Polska zamierza domagać się od Izraela dopuszczenia naszych prokuratorów do śledztwa w sprawie ataku na konwój humanitarny w Strefie Gazy, w trakcie którego zginął Polak. Wiceminister spraw zagranicznych, Andrzej Szejna wręczył ambasadorowi Izraela notę protestacyjną oraz sformułował oczekiwania Polski wobec jego kraju. Nie skończy się jedynie na wspólnym śledztwie i odszkodowaniu. Plany Polski są znacznie szersze.

Wiceminister spraw zagranicznych, Andrzej Szejna, poinformował o efektach spotkania z ambasadorem Izraela, który na piątek wezwany był do resortu dyplomacji.

Ambasador Izraela usłyszał mocne słowa

- Przekazałem w imieniu MSZ notę protestacyjną. Ale też na samym wstępnie pan ambasador przeprosił za to zdarzenie nie mające precedensu w historii cywilizowanego świata, czyli zbombardowanie konwoju humanitarnego zmierzającego z pomocą do Strefy Gazy, objętej głodem – powiedział wiceminister Szejna.

Na tym jednak się nie skończyło. Polityk przyznał, że Polska skierowała pod adresem Izraela konkretne oczekiwania, wśród których znalazło się dopuszczenie polskich prokuratorów do izraelskiego śledztwa w sprawie ataku.

-Na razie przebieg procesu wyjaśnienia nie jest dla polskiej strony satysfakcjonujący – powiedział polityk.

Strona polska chciałaby, aby w dochodzeniu udział wzięli śledczy z Prokuratury Okręgowej w Przemyślu. Dodatkowo ambasador usłyszał że Polska będzie montować koalicję wsparcia humanitarnego dla Strefy Gazy i będzie dążyć na forum międzynarodowym do zawieszenia broni oraz do współistnienia dwóch państw: Izraela i Palestyny na zasadach pokojowych.

- Kolejna sprawa, bardzo dla nas istotna, to zapewnienie, aby była respektowana rezolucja RB ONZ z 25 marca, która wzywa do zawieszenia broni w Strefie Gazy i nie utrudniania konwojów do Strefy Gazy – powiedział Szejna.

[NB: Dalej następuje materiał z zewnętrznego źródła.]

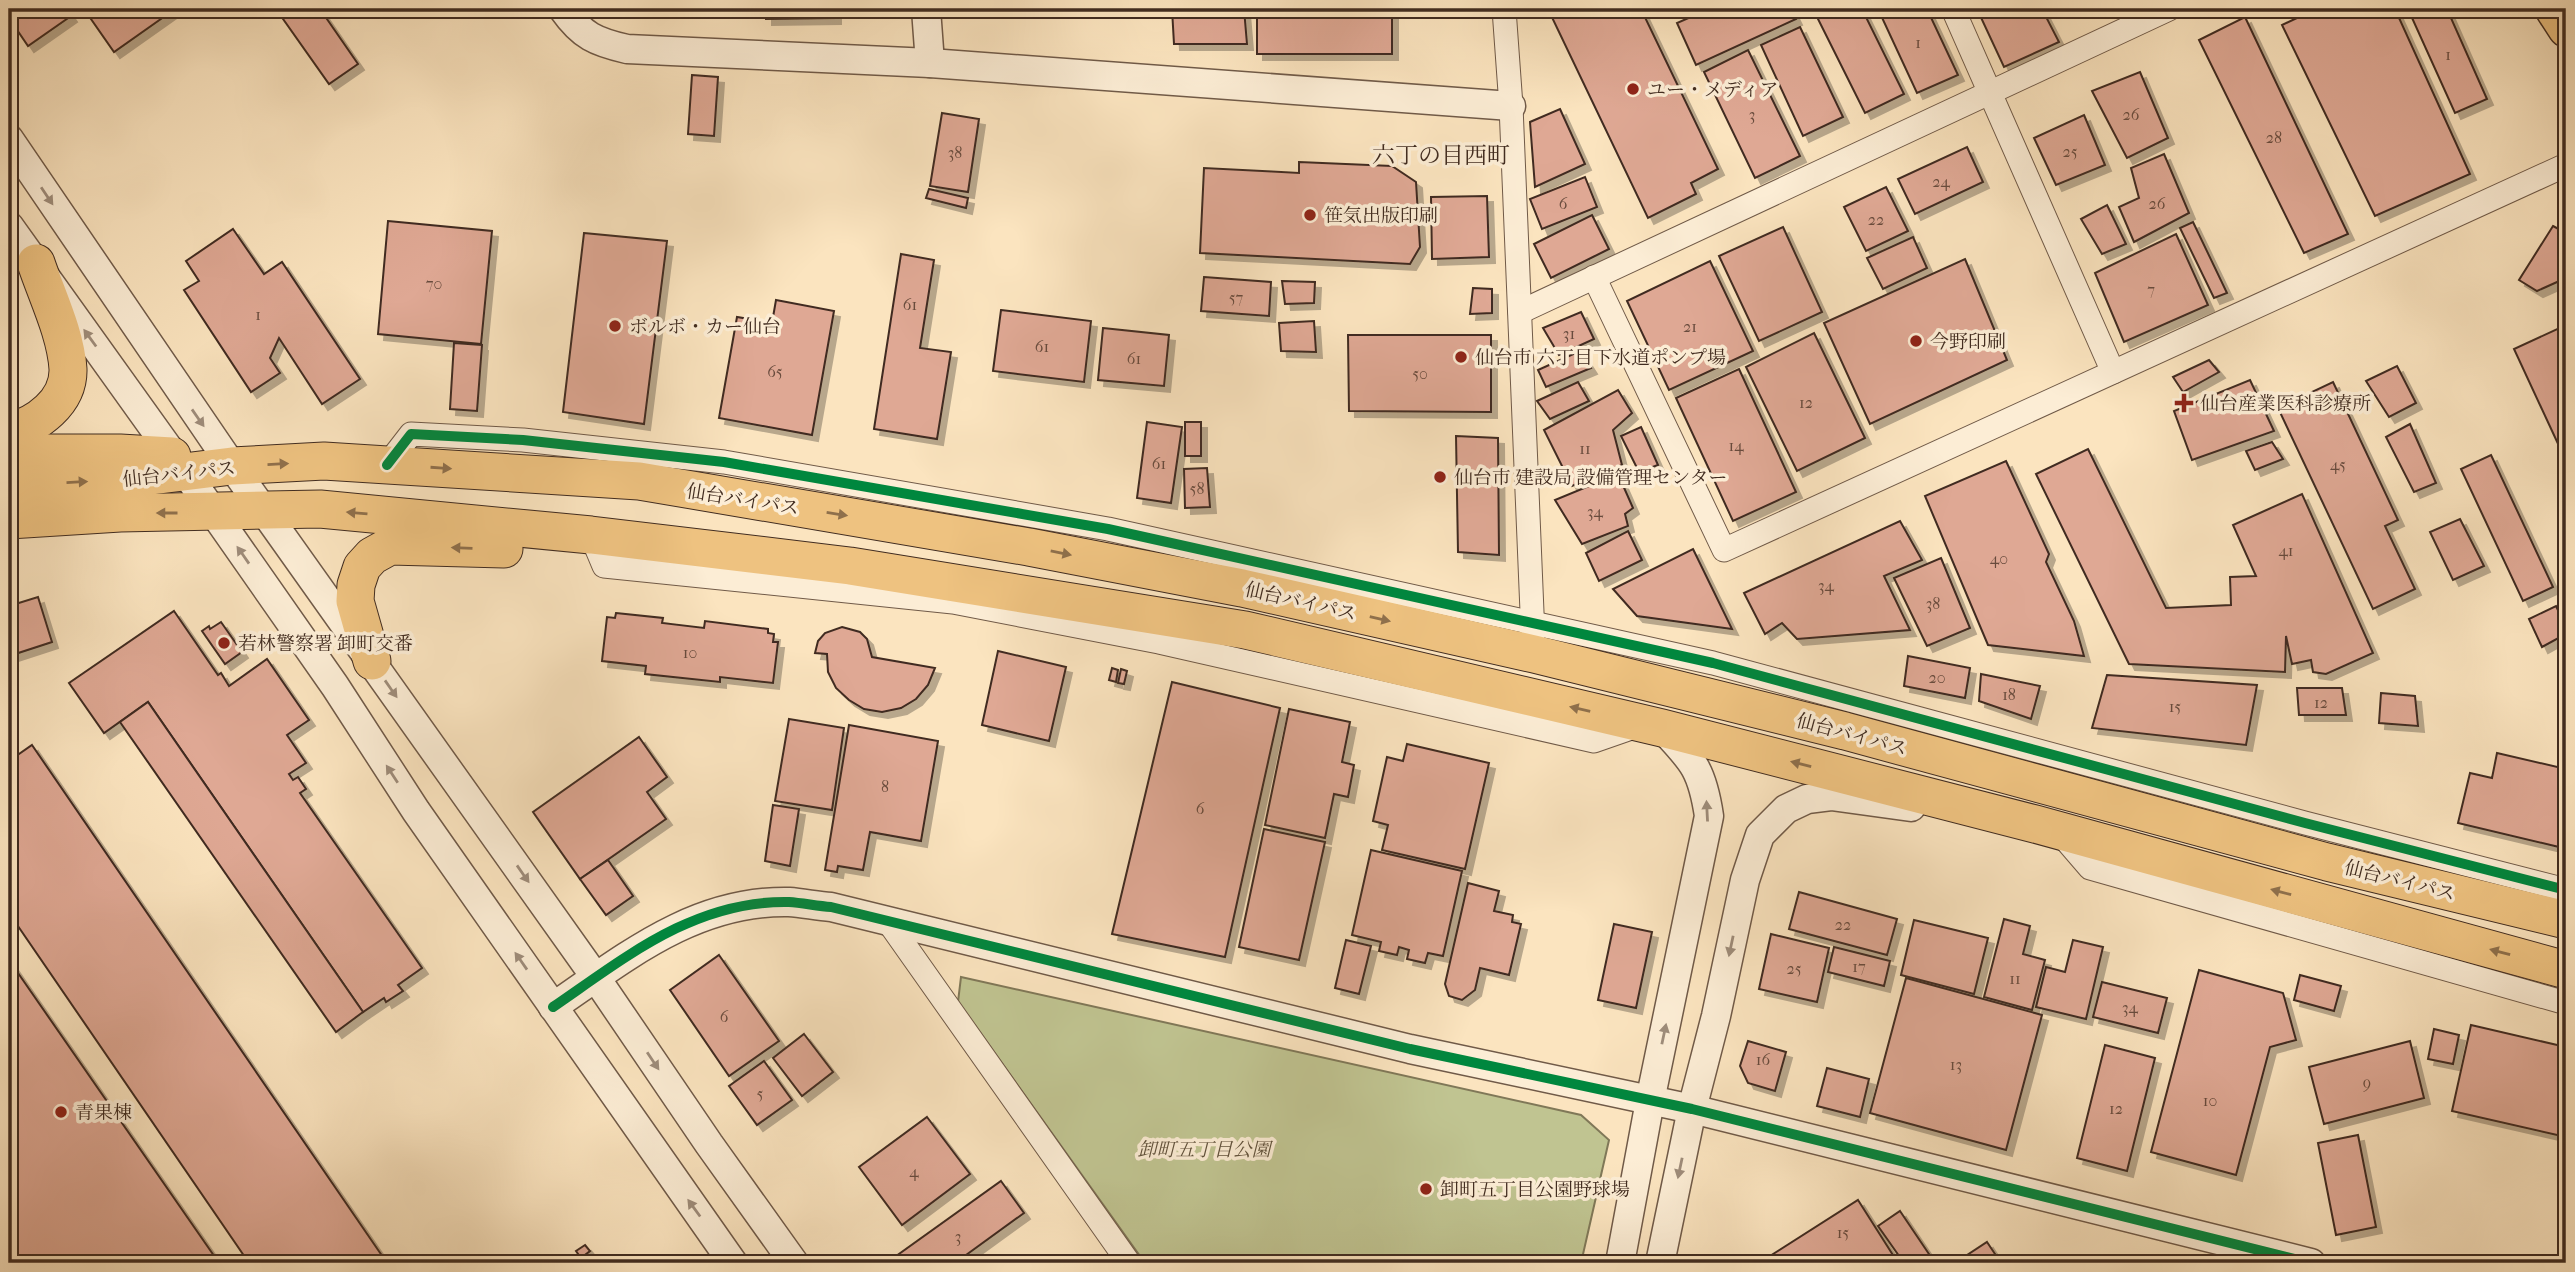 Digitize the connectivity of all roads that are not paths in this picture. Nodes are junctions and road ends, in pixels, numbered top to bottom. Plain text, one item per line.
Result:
1 (563, 9) edge
2 (926, 9) edge
3 (1504, 9) edge
4 (1954, 9) edge
5 (2169, 9) edge
6 (2553, 9) edge
7 (2566, 29) edge
8 (930, 63) junction
9 (1991, 93) junction
10 (1511, 106) junction
11 (9, 139) edge
12 (2566, 165) edge
13 (9, 226) edge
14 (36, 263) junction
15 (1594, 277) junction
16 (1520, 312) junction
17 (2113, 372) junction
18 (9, 432) edge
19 (9, 453) edge
20 (180, 465) junction
21 (232, 466) junction
22 (9, 486) edge
23 (265, 510) junction
24 (213, 512) junction
25 (9, 520) edge
26 (551, 531) junction
27 (1533, 638) junction
28 (372, 662) junction
29 (1652, 726) junction
30 (2046, 827) junction
31 (2566, 890) edge
32 (887, 920) junction
33 (2566, 920) edge
34 (2566, 970) edge
35 (596, 978) junction
36 (2566, 1003) edge
37 (553, 1007) junction
38 (1650, 1101) junction
39 (1692, 1109) junction
40 (733, 1263) edge
41 (794, 1263) edge
42 (1129, 1263) edge
43 (1620, 1263) edge
44 (1660, 1263) edge
45 (2311, 1263) edge

1 - 8 street
2 - 8 street
3 - 10 street
4 - 9 street
5 - 9 street
6 - 7 main road
8 - 10 street
9 - 15 street
9 - 17 street
10 - 16 street
11 -> 21 street
12 - 17 street
13 - 14 street
14 - 18 highway
20 -> 14 street
15 - 16 street
15 - 17 street
16 - 27 street
19 - 20 highway
20 - 21 highway, 仙台バイパス
22 -> 20 highway, 仙台バイパス
20 - 24 street
21 - 23 street
21 -> 27 highway, 仙台バイパス
23 - 24 highway, 仙台バイパス
26 -> 23 highway, 仙台バイパス
23 - 28 street
24 -> 25 highway, 仙台バイパス
37 -> 24 street
26 -> 28 highway
26 - 29 highway, 仙台バイパス
27 - 31 street
27 - 33 highway, 仙台バイパス
28 -> 35 street
30 -> 29 highway, 仙台バイパス
38 -> 29 street
34 -> 30 highway, 仙台バイパス
30 - 36 street
30 -> 39 street
32 - 35 street
32 - 38 street
32 - 42 street
35 - 37 street
35 -> 41 street
40 -> 37 street
38 - 39 street
38 - 43 street
39 -> 44 street
39 - 45 street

Oburzenie po słowach ambasadora Izraela

Wezwanie izraelskiego dyplomaty to głównie efekt jego komentarzy po ataku na konwój humanitarny w Strefie Gazy, w którym zginęło siedmioro wolontariusz, w tym Polak. Ambasador, komentując w mediach społecznościowych tragiczny atak na konwój humanitarny, przypomniał incydent w Sejmie, kiedy to poseł Grzegorz Braun zgasił świece chanukowe gaśnicą. Wspomniał również wicemarszałka Sejmu Krzysztofa Bosaka, który atak na konwój humanitarny określił mianem "zbrodni wojennej". Swój wpis dyplomata skończył stwierdzeniem, że antysemici zawsze pozostaną antysemitami.

Dodatkowo, w środę wieczorem, w wywiadzie w „Kanale Zero” ambasador zapewniał, że w Gazie doszło do tragicznego w skutkach wypadku i pomyłki, która mogła się zdarzyć w warunkach wojennych, podczas nocnej operacji; wyraził też ubolewanie wobec śmierci wolontariuszy, unikał jednak jednoznacznych przeprosin.

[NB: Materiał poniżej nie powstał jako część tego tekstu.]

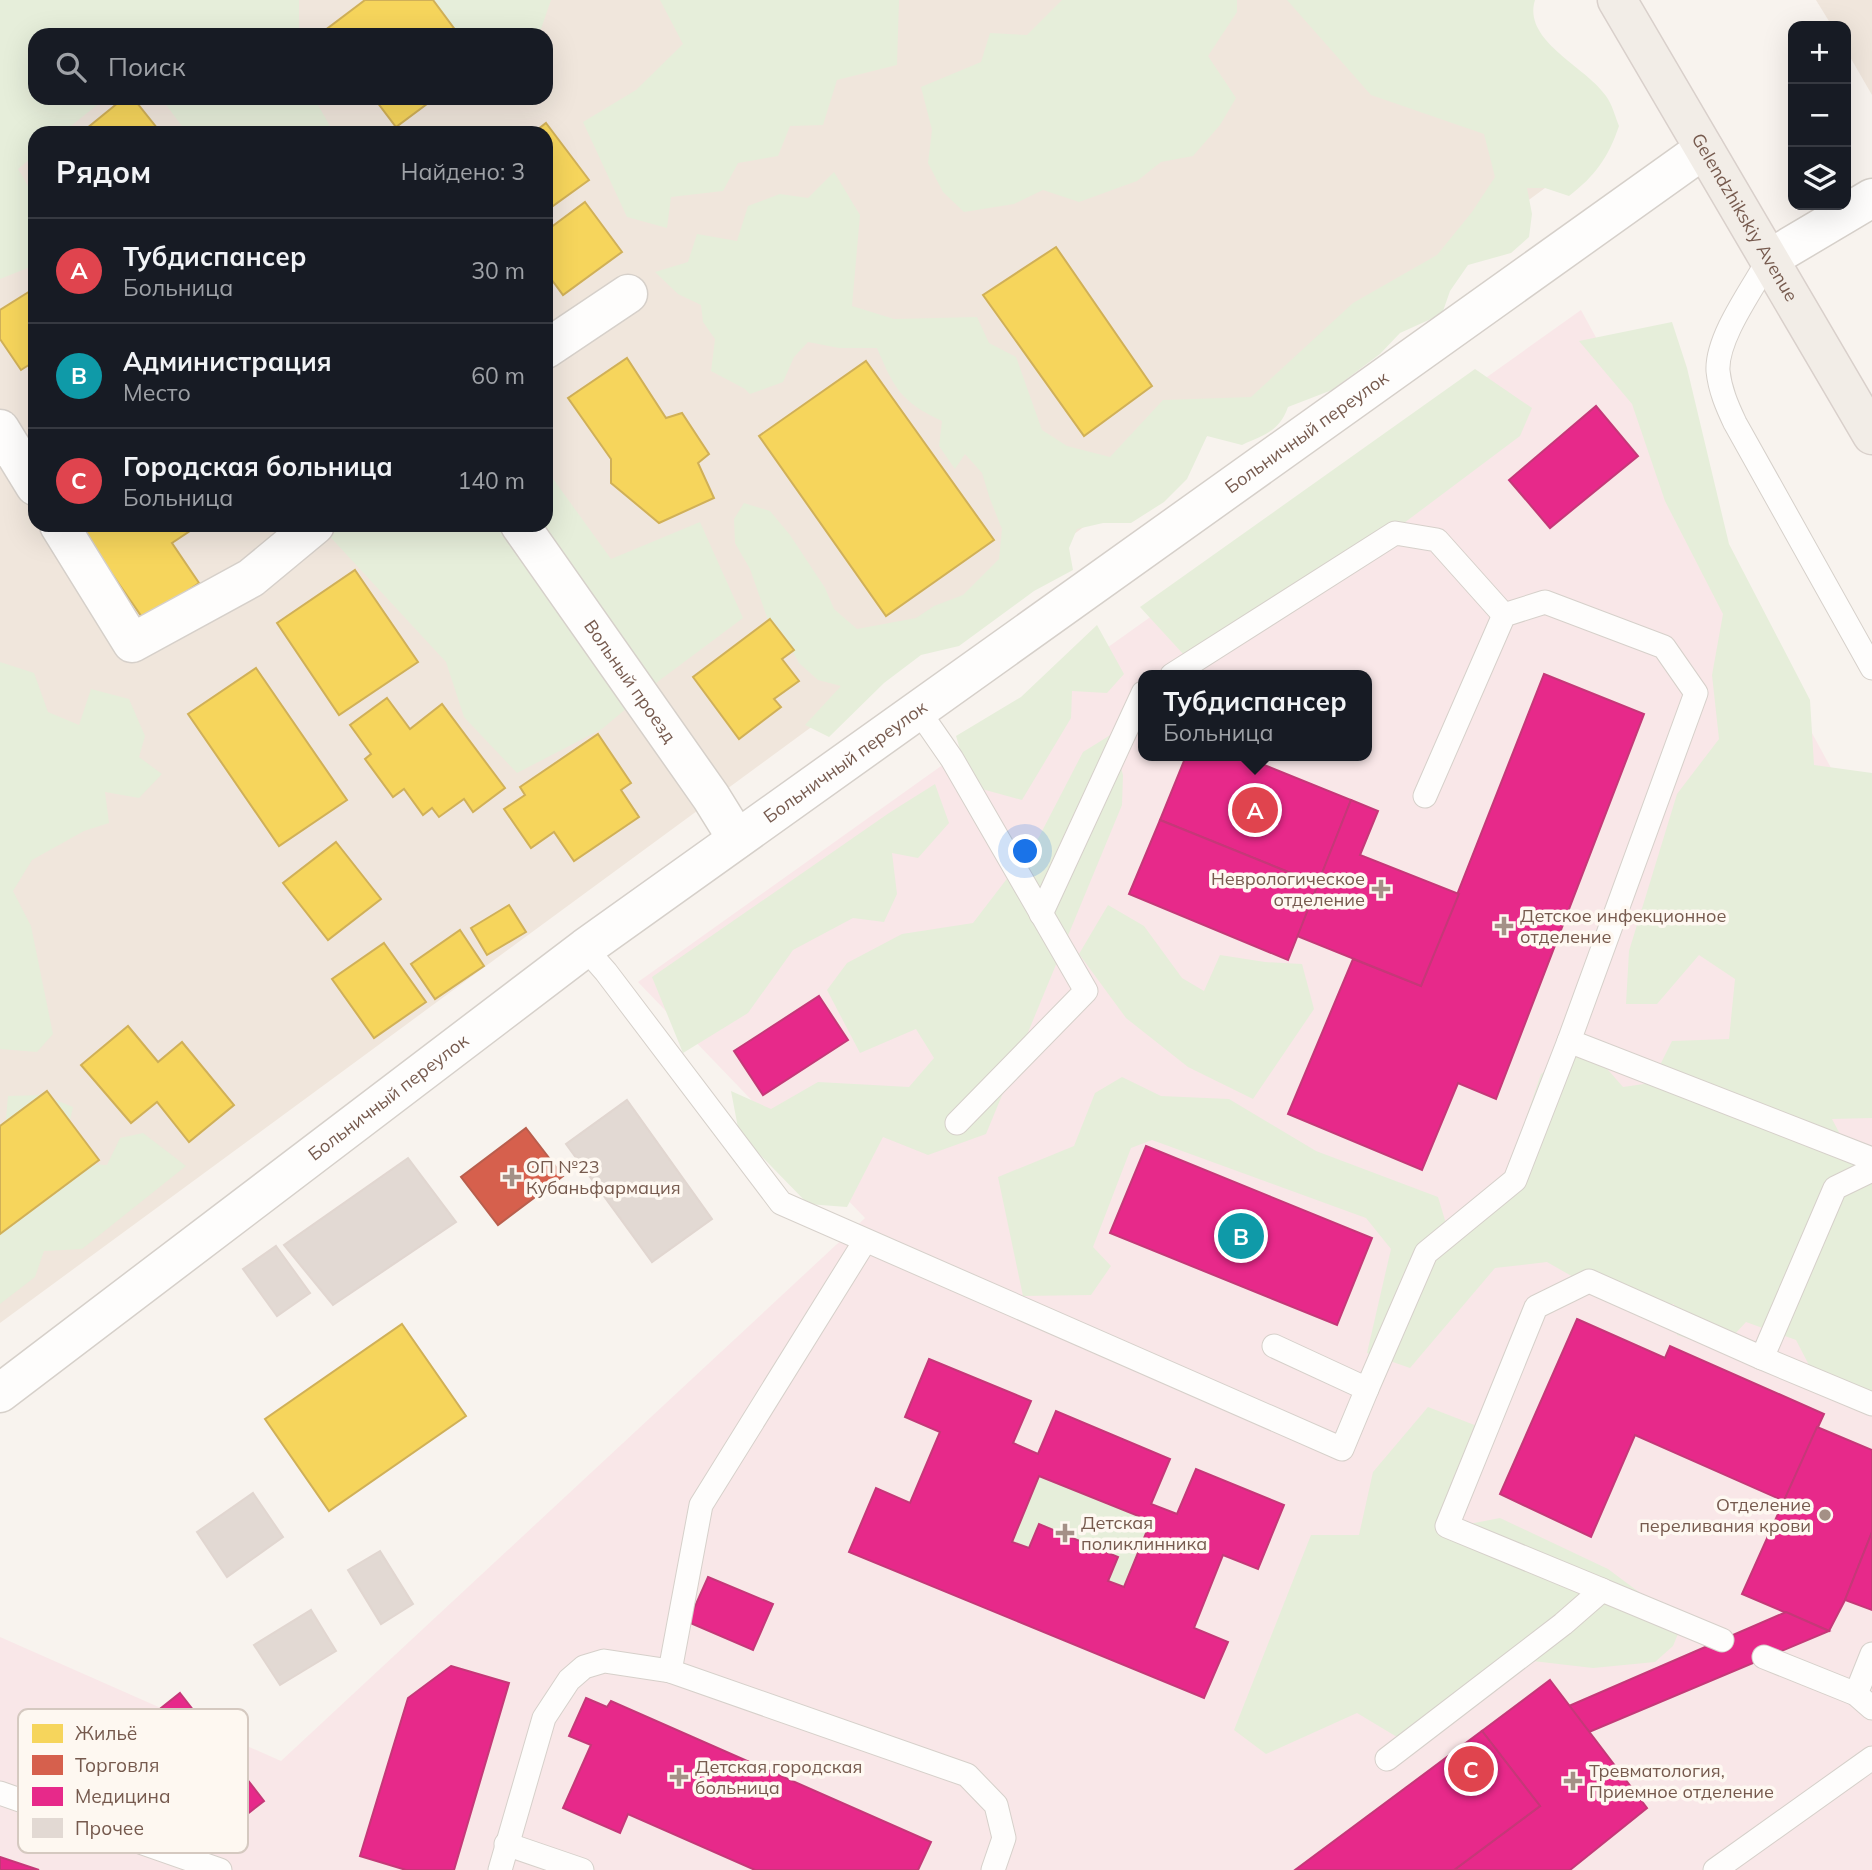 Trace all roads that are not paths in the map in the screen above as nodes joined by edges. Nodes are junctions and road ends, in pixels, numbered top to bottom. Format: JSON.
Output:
{"nodes":[{"id":1,"x":1618,"y":0,"type":"edge"},
{"id":2,"x":1704,"y":149,"type":"junction"},
{"id":3,"x":1872,"y":198,"type":"edge"},
{"id":4,"x":1769,"y":259,"type":"junction"},
{"id":5,"x":628,"y":294,"type":"dead end"},
{"id":6,"x":553,"y":344,"type":"edge"},
{"id":7,"x":0,"y":429,"type":"edge"},
{"id":8,"x":1872,"y":435,"type":"edge"},
{"id":9,"x":28,"y":475,"type":"edge"},
{"id":10,"x":63,"y":532,"type":"edge"},
{"id":11,"x":307,"y":532,"type":"edge"},
{"id":12,"x":525,"y":532,"type":"edge"},
{"id":13,"x":1504,"y":615,"type":"junction"},
{"id":14,"x":1872,"y":668,"type":"edge"},
{"id":15,"x":1180,"y":670,"type":"edge"},
{"id":16,"x":1138,"y":705,"type":"edge"},
{"id":17,"x":918,"y":710,"type":"junction"},
{"id":18,"x":1425,"y":796,"type":"dead end"},
{"id":19,"x":737,"y":839,"type":"junction"},
{"id":20,"x":1041,"y":914,"type":"junction"},
{"id":21,"x":585,"y":948,"type":"junction"},
{"id":22,"x":1569,"y":1041,"type":"junction"},
{"id":23,"x":957,"y":1123,"type":"dead end"},
{"id":24,"x":1872,"y":1159,"type":"edge"},
{"id":25,"x":1872,"y":1170,"type":"edge"},
{"id":26,"x":865,"y":1241,"type":"junction"},
{"id":27,"x":1275,"y":1346,"type":"dead end"},
{"id":28,"x":1762,"y":1357,"type":"junction"},
{"id":29,"x":1367,"y":1389,"type":"junction"},
{"id":30,"x":0,"y":1393,"type":"edge"},
{"id":31,"x":1872,"y":1404,"type":"edge"},
{"id":32,"x":1602,"y":1590,"type":"junction"},
{"id":33,"x":1722,"y":1640,"type":"dead end"},
{"id":34,"x":1872,"y":1654,"type":"edge"},
{"id":35,"x":1764,"y":1657,"type":"dead end"},
{"id":36,"x":670,"y":1671,"type":"junction"},
{"id":37,"x":1864,"y":1701,"type":"edge"},
{"id":38,"x":1872,"y":1758,"type":"edge"},
{"id":39,"x":1387,"y":1759,"type":"dead end"},
{"id":40,"x":0,"y":1793,"type":"edge"},
{"id":41,"x":18,"y":1799,"type":"edge"},
{"id":42,"x":506,"y":1844,"type":"junction"},
{"id":43,"x":171,"y":1853,"type":"edge"},
{"id":44,"x":220,"y":1870,"type":"edge"},
{"id":45,"x":500,"y":1870,"type":"edge"},
{"id":46,"x":582,"y":1870,"type":"edge"},
{"id":47,"x":993,"y":1870,"type":"edge"},
{"id":48,"x":1716,"y":1870,"type":"edge"}],
"edges":[{"from":1,"to":2,"type":"main road","name":"Gelendzhikskiy Avenue"},
{"from":2,"to":4,"type":"main road","name":"Gelendzhikskiy Avenue"},
{"from":2,"to":17,"type":"street","name":"Больничный переулок"},
{"from":3,"to":4,"type":"street"},
{"from":4,"to":8,"type":"main road","name":"Gelendzhikskiy Avenue"},
{"from":4,"to":14,"type":"lane"},
{"from":5,"to":6,"type":"street"},
{"from":7,"to":9,"type":"street"},
{"from":10,"to":11,"type":"street"},
{"from":12,"to":19,"type":"street","name":"Вольный проезд"},
{"from":13,"to":15,"type":"lane"},
{"from":13,"to":18,"type":"lane"},
{"from":13,"to":22,"type":"lane"},
{"from":16,"to":20,"type":"lane"},
{"from":17,"to":19,"type":"street","name":"Больничный переулок"},
{"from":17,"to":20,"type":"lane"},
{"from":19,"to":21,"type":"street","name":"Больничный переулок"},
{"from":20,"to":23,"type":"lane"},
{"from":21,"to":26,"type":"lane"},
{"from":21,"to":30,"type":"street","name":"Больничный переулок"},
{"from":22,"to":24,"type":"lane"},
{"from":22,"to":29,"type":"lane"},
{"from":25,"to":28,"type":"lane"},
{"from":26,"to":29,"type":"lane"},
{"from":26,"to":36,"type":"lane"},
{"from":27,"to":29,"type":"lane"},
{"from":28,"to":31,"type":"lane"},
{"from":28,"to":32,"type":"lane"},
{"from":32,"to":33,"type":"lane"},
{"from":32,"to":39,"type":"lane"},
{"from":34,"to":37,"type":"lane"},
{"from":35,"to":37,"type":"lane"},
{"from":36,"to":42,"type":"lane"},
{"from":36,"to":47,"type":"lane"},
{"from":38,"to":48,"type":"lane"},
{"from":40,"to":41,"type":"lane"},
{"from":42,"to":45,"type":"lane"},
{"from":42,"to":46,"type":"lane"},
{"from":43,"to":44,"type":"lane"}]}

Napięcie dyplomatyczne na linii Polska-Izrael to efekt ataku izraelskich sił zbrojnych na konwój humanitarny organizacji World Central Kitchen, wyniku którego śmierć poniosło siedmioro wolontariuszy, w tym Polak, Damian Soból.

Protest przed MSZ

Izraelski ambasador w MSZ spędził ok. 40 minut, a gdy opuszczał budynek, przywitała go pikieta kilkudziesięciu osób, wznoszących propalestyńskie okrzyki i domagających się wydalenia Liwnego oraz "zerwania stosunków dyplomatycznych z Izraelem dopóki trwa ludobójstwo w Strefie Gazy". Protestujący zakłócili, zaplanowaną po zakończeniu spotkania konferencję wiceszefa resortu dyplomacji.